**Exercise materials:**
↓
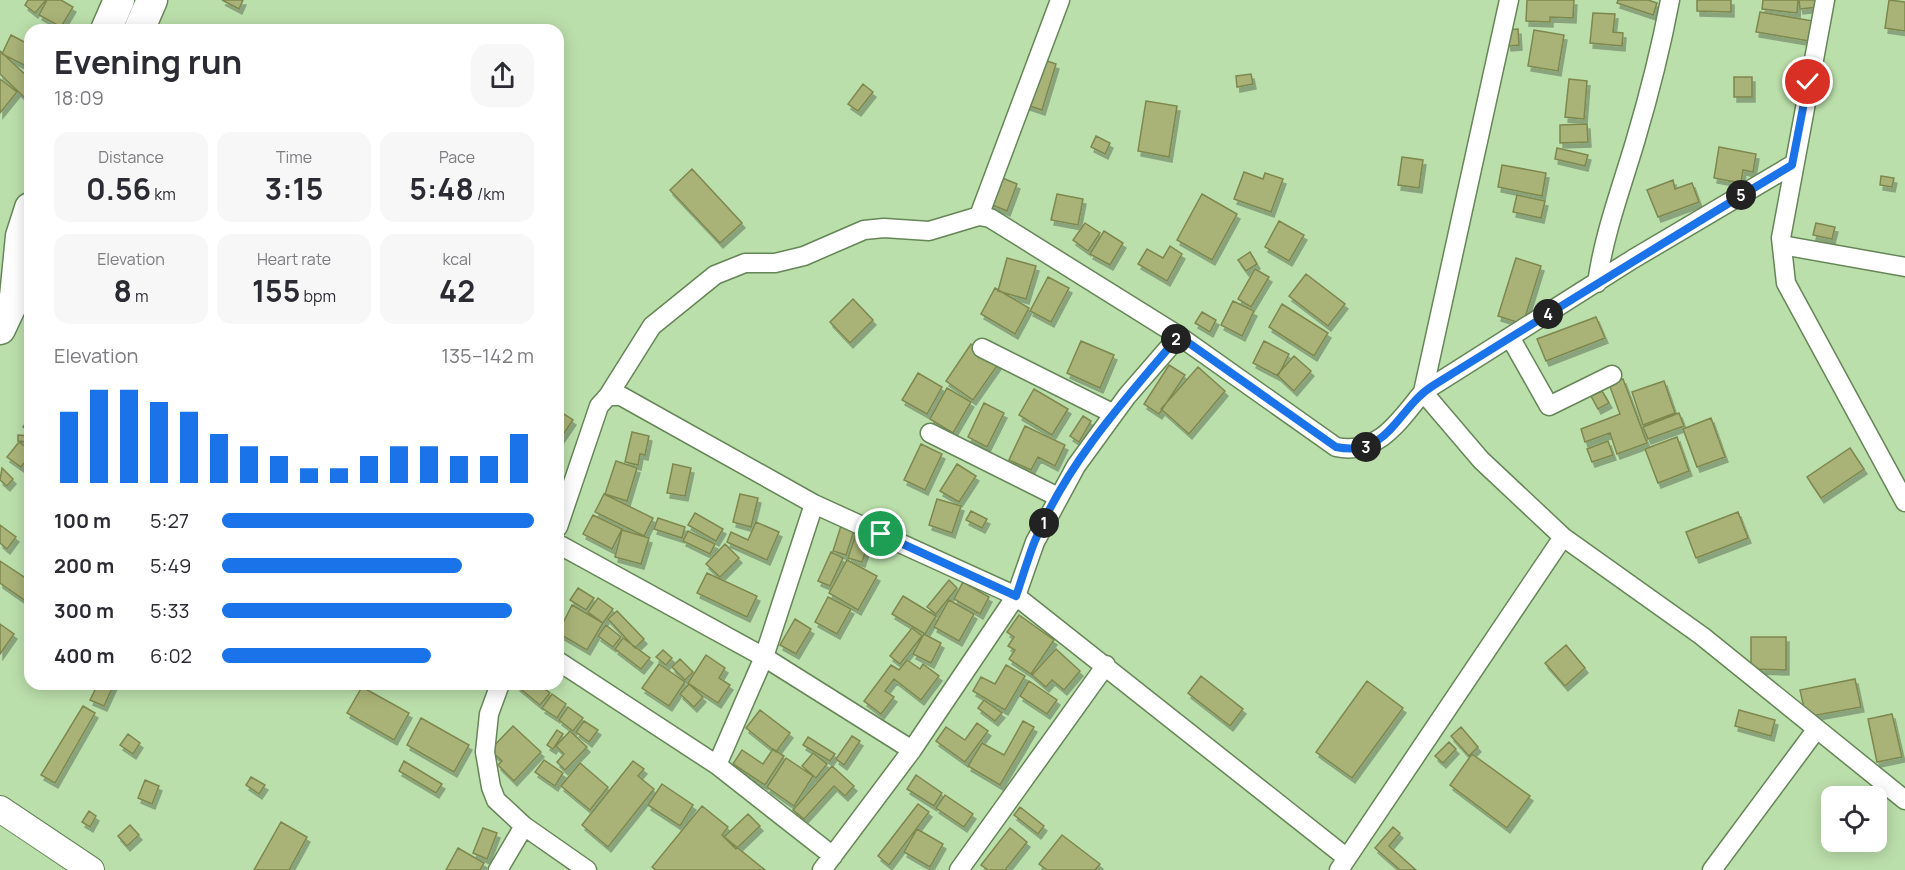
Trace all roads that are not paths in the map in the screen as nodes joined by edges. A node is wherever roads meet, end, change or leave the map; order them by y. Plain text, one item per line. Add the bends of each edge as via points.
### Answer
1 (119, 0) edge
2 (152, 0) edge
3 (1060, 0) edge
4 (1509, 0) edge
5 (1670, 0) edge
6 (1825, 0) edge
7 (109, 24) edge
8 (142, 24) edge
9 (1792, 165) junction
10 (979, 216) junction
11 (24, 227) edge
12 (1782, 245) junction
13 (1905, 267) edge
14 (24, 277) edge
15 (1597, 283) junction
16 (15, 297) junction
17 (0, 329) edge
18 (1179, 336) junction
19 (1510, 338) junction
20 (982, 348) dead end
21 (1612, 375) dead end
22 (1423, 392) junction
23 (608, 396) junction
24 (1114, 414) junction
25 (930, 433) dead end
26 (1058, 497) junction
27 (1905, 502) edge
28 (813, 504) junction
29 (564, 509) edge
30 (1563, 537) junction
31 (564, 547) edge
32 (1016, 596) junction
33 (764, 657) junction
34 (1106, 664) junction
35 (564, 665) edge
36 (498, 690) edge
37 (1816, 730) junction
38 (912, 750) junction
39 (717, 765) junction
40 (1905, 800) edge
41 (0, 809) edge
42 (524, 826) junction
43 (827, 863) edge
44 (1343, 864) edge
45 (91, 870) edge
46 (498, 870) edge
47 (587, 870) edge
48 (959, 870) edge
49 (1712, 870) edge

1 - 7 highway
2 - 8 highway
3 - 10 street
4 - 22 street
5 - 15 street via 1635,143 1613,208
6 - 9 street
9 - 12 street
9 - 15 street
10 - 18 street via 990,218
10 - 23 street via 929,231 864,230 804,256 745,263 715,275 652,326
11 - 16 highway
12 - 13 street
12 - 27 street via 1786,283
14 - 16 highway
15 - 19 street
16 - 17 highway
18 - 22 street via 1336,447 1364,448 1392,431
18 - 24 street
19 - 21 street via 1549,406
19 - 22 street
20 - 24 street
22 - 30 street via 1481,460
23 - 28 street via 621,396
23 - 29 street via 599,406
24 - 26 street
25 - 26 street
26 - 32 street via 1035,542
28 - 32 street
28 - 33 street
30 - 37 street via 1702,636
30 - 44 street
31 - 33 street
32 - 34 street
32 - 38 street
33 - 38 street
33 - 39 street
34 - 44 street
34 - 48 street
35 - 39 street
36 - 42 street via 489,714 486,752 491,787 496,800
37 - 40 street
37 - 49 street
38 - 43 street
39 - 43 street
41 - 45 main road
42 - 46 street
42 - 47 street

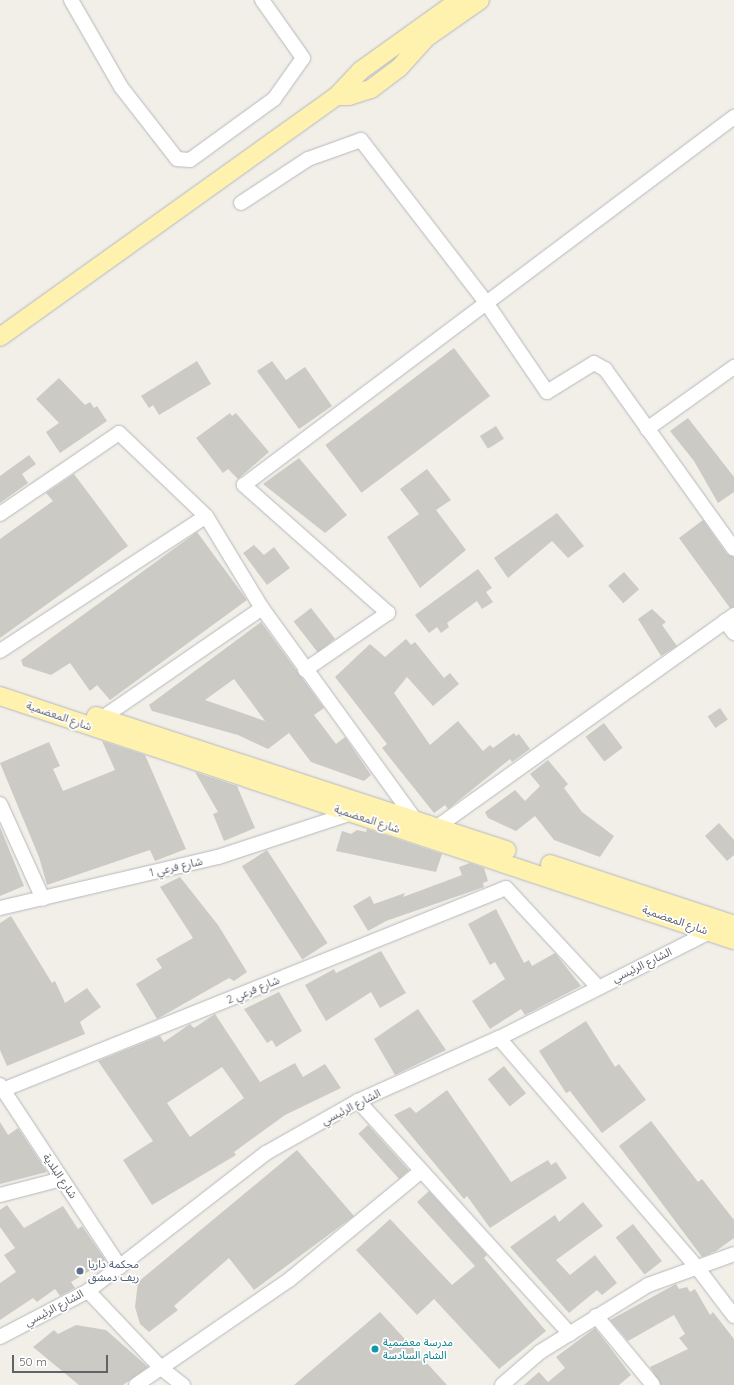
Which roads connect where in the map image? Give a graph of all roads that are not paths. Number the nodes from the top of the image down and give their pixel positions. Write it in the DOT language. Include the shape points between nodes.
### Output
graph roads {
  1 [pos="71,0"];
  2 [pos="262,0"];
  3 [pos="460,0"];
  4 [pos="480,0"];
  5 [pos="337,96"];
  6 [pos="734,117"];
  7 [pos="241,203"];
  8 [pos="485,301"];
  9 [pos="0,338"];
  10 [pos="734,367"];
  11 [pos="647,429"];
  12 [pos="0,514"];
  13 [pos="206,516"];
  14 [pos="734,549"];
  15 [pos="262,608"];
  16 [pos="730,618"];
  17 [pos="734,633"];
  18 [pos="0,651"];
  19 [pos="305,670"];
  20 [pos="0,684"];
  21 [pos="0,696"];
  22 [pos="102,718"];
  23 [pos="0,804"];
  24 [pos="349,814"];
  25 [pos="414,818"];
  26 [pos="437,827"];
  27 [pos="44,899"];
  28 [pos="0,908"];
  29 [pos="733,927"];
  30 [pos="709,932"];
  31 [pos="598,987"];
  32 [pos="499,1038"];
  33 [pos="1,1089"];
  34 [pos="358,1101"];
  35 [pos="421,1171"];
  36 [pos="62,1179"];
  37 [pos="0,1195"];
  38 [pos="734,1254"];
  39 [pos="696,1266"];
  40 [pos="120,1267"];
  41 [pos="88,1290"];
  42 [pos="596,1316"];
  43 [pos="734,1316"];
  44 [pos="570,1334"];
  45 [pos="0,1337"];
  46 [pos="161,1368"];
  47 [pos="136,1385"];
  48 [pos="183,1385"];
  49 [pos="502,1385"];
  50 [pos="653,1385"];
  1 -- 2 [label="street" via="121,87 177,159 190,160 274,99 303,58"];
  3 -- 5 [label="main road" via="360,71"];
  4 -- 5 [label="main road" via="426,38 399,68 371,89 349,96"];
  5 -- 9 [label="main road"];
  6 -- 8 [label="street"];
  7 -- 8 [label="street" via="308,159 361,140"];
  8 -- 11 [label="street" via="547,392 594,363 605,369"];
  8 -- 19 [label="street" via="244,485 388,613"];
  10 -- 11 [label="street"];
  11 -- 14 [label="street"];
  12 -- 13 [label="street" via="119,433"];
  13 -- 15 [label="street"];
  13 -- 18 [label="street"];
  15 -- 19 [label="street"];
  15 -- 22 [label="street"];
  16 -- 17 [label="street"];
  16 -- 26 [label="street"];
  19 -- 25 [label="street"];
  20 -- 22 [label="main road, شارع المعضمية"];
  21 -- 24 [label="main road, شارع المعضمية"];
  22 -- 25 [label="main road, شارع المعضمية"];
  23 -- 27 [label="street"];
  24 -- 27 [label="street, شارع فرعي 1" via="218,858"];
  24 -- 30 [label="main road, شارع المعضمية"];
  25 -- 26 [label="main road, شارع المعضمية"];
  26 -- 29 [label="main road, شارع المعضمية"];
  27 -- 28 [label="street, شارع فرعي 1"];
  29 -- 30 [label="main road, شارع المعضمية"];
  30 -- 31 [label="street, الشارع الرئيسي"];
  31 -- 32 [label="street, الشارع الرئيسي"];
  31 -- 33 [label="street, شارع فرعي 2" via="506,888"];
  32 -- 34 [label="street, الشارع الرئيسي"];
  32 -- 39 [label="street"];
  33 -- 36 [label="street, شارع البلدية"];
  34 -- 35 [label="street"];
  34 -- 40 [label="street, الشارع الرئيسي" via="266,1153"];
  35 -- 44 [label="street"];
  35 -- 46 [label="street" via="289,1280"];
  36 -- 37 [label="street"];
  36 -- 40 [label="street, شارع البلدية"];
  38 -- 39 [label="street"];
  39 -- 42 [label="street" via="648,1285"];
  39 -- 43 [label="street"];
  40 -- 41 [label="street, الشارع الرئيسي"];
  41 -- 45 [label="street, الشارع الرئيسي"];
  41 -- 46 [label="street"];
  42 -- 44 [label="street"];
  42 -- 50 [label="street"];
  44 -- 49 [label="street" via="540,1352"];
  46 -- 47 [label="street"];
  46 -- 48 [label="street"];
}
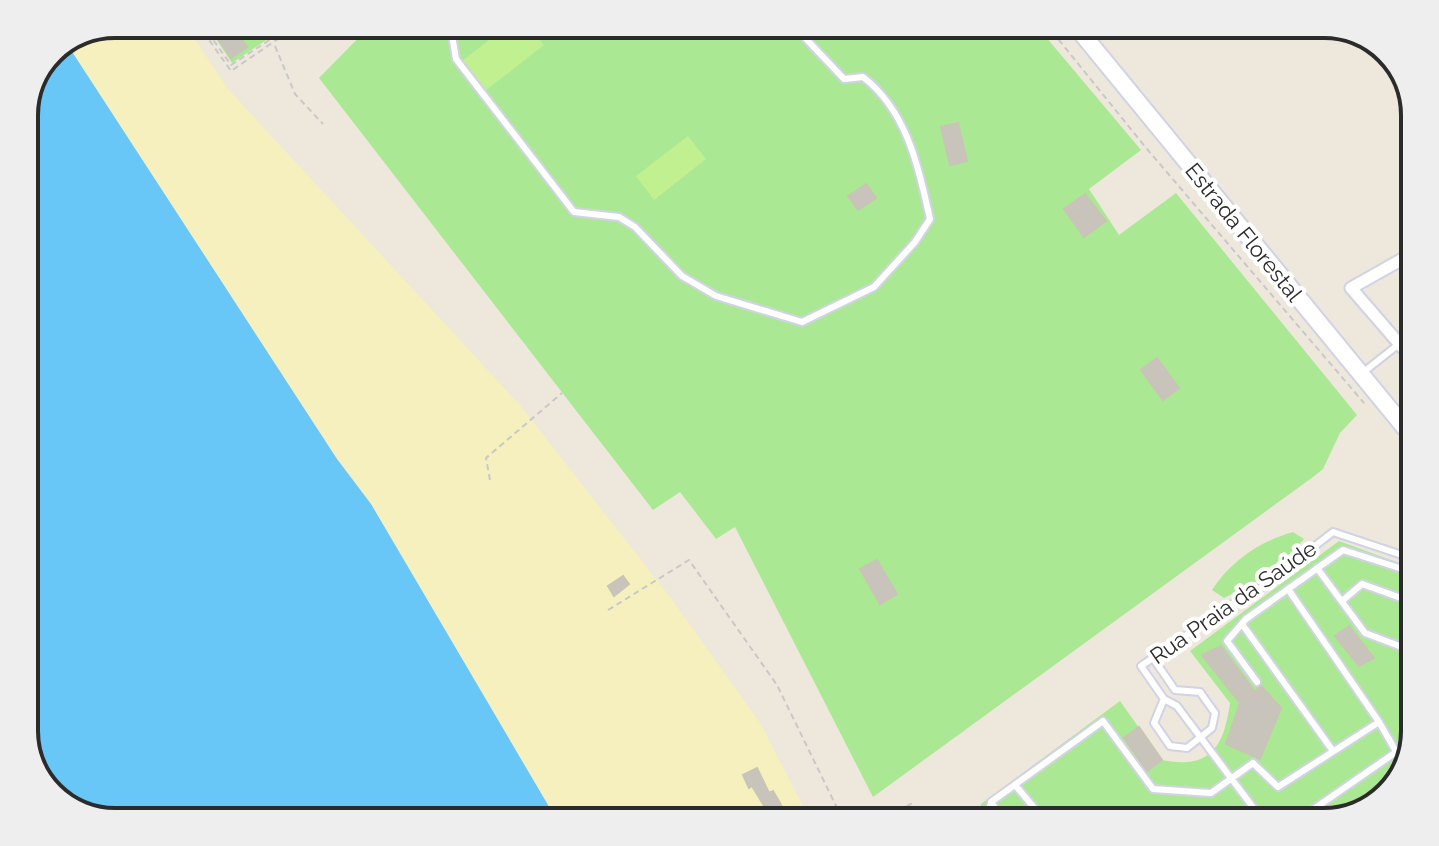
↑
**What is needed:**
Your copy should match the data exactly, apart from the images, which are dropped.

**Result below:**
Trace all roads that are not paths in the map in the screen as nodes joined by edges. A node is wherever roads meet, end, change or leave the map; order them by y. Plain text, one item per line. Add the bends of each edge as via points.
### Answer
1 (119, 0) edge
2 (152, 0) edge
3 (1060, 0) edge
4 (1509, 0) edge
5 (1670, 0) edge
6 (1825, 0) edge
7 (109, 24) edge
8 (142, 24) edge
9 (1792, 165) junction
10 (979, 216) junction
11 (24, 227) edge
12 (1782, 245) junction
13 (1905, 267) edge
14 (24, 277) edge
15 (1597, 283) junction
16 (15, 297) junction
17 (0, 329) edge
18 (1179, 336) junction
19 (1510, 338) junction
20 (982, 348) dead end
21 (1612, 375) dead end
22 (1423, 392) junction
23 (608, 396) junction
24 (1114, 414) junction
25 (930, 433) dead end
26 (1058, 497) junction
27 (1905, 502) edge
28 (813, 504) junction
29 (564, 509) edge
30 (1563, 537) junction
31 (564, 547) edge
32 (1016, 596) junction
33 (764, 657) junction
34 (1106, 664) junction
35 (564, 665) edge
36 (498, 690) edge
37 (1816, 730) junction
38 (912, 750) junction
39 (717, 765) junction
40 (1905, 800) edge
41 (0, 809) edge
42 (524, 826) junction
43 (827, 863) edge
44 (1343, 864) edge
45 (91, 870) edge
46 (498, 870) edge
47 (587, 870) edge
48 (959, 870) edge
49 (1712, 870) edge

1 - 7 highway
2 - 8 highway
3 - 10 street
4 - 22 street
5 - 15 street via 1635,143 1613,208
6 - 9 street
9 - 12 street
9 - 15 street
10 - 18 street via 990,218
10 - 23 street via 929,231 864,230 804,256 745,263 715,275 652,326
11 - 16 highway
12 - 13 street
12 - 27 street via 1786,283
14 - 16 highway
15 - 19 street
16 - 17 highway
18 - 22 street via 1336,447 1364,448 1392,431
18 - 24 street
19 - 21 street via 1549,406
19 - 22 street
20 - 24 street
22 - 30 street via 1481,460
23 - 28 street via 621,396
23 - 29 street via 599,406
24 - 26 street
25 - 26 street
26 - 32 street via 1035,542
28 - 32 street
28 - 33 street
30 - 37 street via 1702,636
30 - 44 street
31 - 33 street
32 - 34 street
32 - 38 street
33 - 38 street
33 - 39 street
34 - 44 street
34 - 48 street
35 - 39 street
36 - 42 street via 489,714 486,752 491,787 496,800
37 - 40 street
37 - 49 street
38 - 43 street
39 - 43 street
41 - 45 main road
42 - 46 street
42 - 47 street

Which roads connect where in the map image? Give a graph of all roads that are not paths. Number the nodes from the top of the image down and give their pixel positions. Write it in the DOT language. Include the shape points between nodes.
### Output
graph roads {
  1 [pos="71,0"];
  2 [pos="262,0"];
  3 [pos="460,0"];
  4 [pos="480,0"];
  5 [pos="337,96"];
  6 [pos="734,117"];
  7 [pos="241,203"];
  8 [pos="485,301"];
  9 [pos="0,338"];
  10 [pos="734,367"];
  11 [pos="647,429"];
  12 [pos="0,514"];
  13 [pos="206,516"];
  14 [pos="734,549"];
  15 [pos="262,608"];
  16 [pos="730,618"];
  17 [pos="734,633"];
  18 [pos="0,651"];
  19 [pos="305,670"];
  20 [pos="0,684"];
  21 [pos="0,696"];
  22 [pos="102,718"];
  23 [pos="0,804"];
  24 [pos="349,814"];
  25 [pos="414,818"];
  26 [pos="437,827"];
  27 [pos="44,899"];
  28 [pos="0,908"];
  29 [pos="733,927"];
  30 [pos="709,932"];
  31 [pos="598,987"];
  32 [pos="499,1038"];
  33 [pos="1,1089"];
  34 [pos="358,1101"];
  35 [pos="421,1171"];
  36 [pos="62,1179"];
  37 [pos="0,1195"];
  38 [pos="734,1254"];
  39 [pos="696,1266"];
  40 [pos="120,1267"];
  41 [pos="88,1290"];
  42 [pos="596,1316"];
  43 [pos="734,1316"];
  44 [pos="570,1334"];
  45 [pos="0,1337"];
  46 [pos="161,1368"];
  47 [pos="136,1385"];
  48 [pos="183,1385"];
  49 [pos="502,1385"];
  50 [pos="653,1385"];
  1 -- 2 [label="street" via="121,87 177,159 190,160 274,99 303,58"];
  3 -- 5 [label="main road" via="360,71"];
  4 -- 5 [label="main road" via="426,38 399,68 371,89 349,96"];
  5 -- 9 [label="main road"];
  6 -- 8 [label="street"];
  7 -- 8 [label="street" via="308,159 361,140"];
  8 -- 11 [label="street" via="547,392 594,363 605,369"];
  8 -- 19 [label="street" via="244,485 388,613"];
  10 -- 11 [label="street"];
  11 -- 14 [label="street"];
  12 -- 13 [label="street" via="119,433"];
  13 -- 15 [label="street"];
  13 -- 18 [label="street"];
  15 -- 19 [label="street"];
  15 -- 22 [label="street"];
  16 -- 17 [label="street"];
  16 -- 26 [label="street"];
  19 -- 25 [label="street"];
  20 -- 22 [label="main road, شارع المعضمية"];
  21 -- 24 [label="main road, شارع المعضمية"];
  22 -- 25 [label="main road, شارع المعضمية"];
  23 -- 27 [label="street"];
  24 -- 27 [label="street, شارع فرعي 1" via="218,858"];
  24 -- 30 [label="main road, شارع المعضمية"];
  25 -- 26 [label="main road, شارع المعضمية"];
  26 -- 29 [label="main road, شارع المعضمية"];
  27 -- 28 [label="street, شارع فرعي 1"];
  29 -- 30 [label="main road, شارع المعضمية"];
  30 -- 31 [label="street, الشارع الرئيسي"];
  31 -- 32 [label="street, الشارع الرئيسي"];
  31 -- 33 [label="street, شارع فرعي 2" via="506,888"];
  32 -- 34 [label="street, الشارع الرئيسي"];
  32 -- 39 [label="street"];
  33 -- 36 [label="street, شارع البلدية"];
  34 -- 35 [label="street"];
  34 -- 40 [label="street, الشارع الرئيسي" via="266,1153"];
  35 -- 44 [label="street"];
  35 -- 46 [label="street" via="289,1280"];
  36 -- 37 [label="street"];
  36 -- 40 [label="street, شارع البلدية"];
  38 -- 39 [label="street"];
  39 -- 42 [label="street" via="648,1285"];
  39 -- 43 [label="street"];
  40 -- 41 [label="street, الشارع الرئيسي"];
  41 -- 45 [label="street, الشارع الرئيسي"];
  41 -- 46 [label="street"];
  42 -- 44 [label="street"];
  42 -- 50 [label="street"];
  44 -- 49 [label="street" via="540,1352"];
  46 -- 47 [label="street"];
  46 -- 48 [label="street"];
}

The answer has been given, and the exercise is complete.